= Beginning of Section =
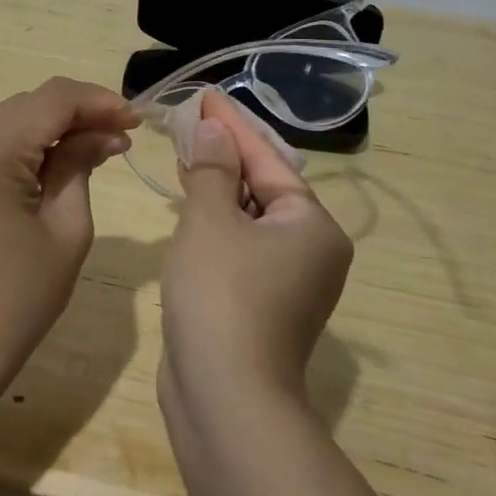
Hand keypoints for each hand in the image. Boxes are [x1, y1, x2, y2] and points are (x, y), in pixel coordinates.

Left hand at [0, 77, 137, 389]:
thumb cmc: (19, 298)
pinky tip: (56, 158)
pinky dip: (26, 141)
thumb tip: (105, 131)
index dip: (97, 101)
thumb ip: (81, 164)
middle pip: (28, 104)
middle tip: (121, 135)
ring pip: (10, 117)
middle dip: (78, 113)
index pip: (51, 100)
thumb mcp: (67, 228)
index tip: (135, 118)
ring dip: (53, 125)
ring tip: (98, 145)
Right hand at [159, 90, 353, 406]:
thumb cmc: (221, 295)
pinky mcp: (261, 304)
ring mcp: (288, 282)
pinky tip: (189, 204)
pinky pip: (240, 246)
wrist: (225, 398)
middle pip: (263, 186)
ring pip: (250, 218)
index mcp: (312, 225)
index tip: (206, 96)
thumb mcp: (211, 221)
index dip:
= End of Section =
## [Directions]
All lines from the one containing "ring dip: (53, 125)" through the end of the material should be restated exactly, with both end lines kept.

## [Answer for the task]
ring dip: (53, 125)
ring tip: (98, 145)
Right hand at [159, 90, 353, 406]:
thumb cmc: (221, 295)
pinky mcp: (261, 304)
ring mcp: (288, 282)
pinky tip: (189, 204)
pinky pip: (240, 246)
wrist: (225, 398)
middle pip: (263, 186)
ring pip: (250, 218)
index mcp: (312, 225)
index tip: (206, 96)
thumb mcp: (211, 221)
index dip:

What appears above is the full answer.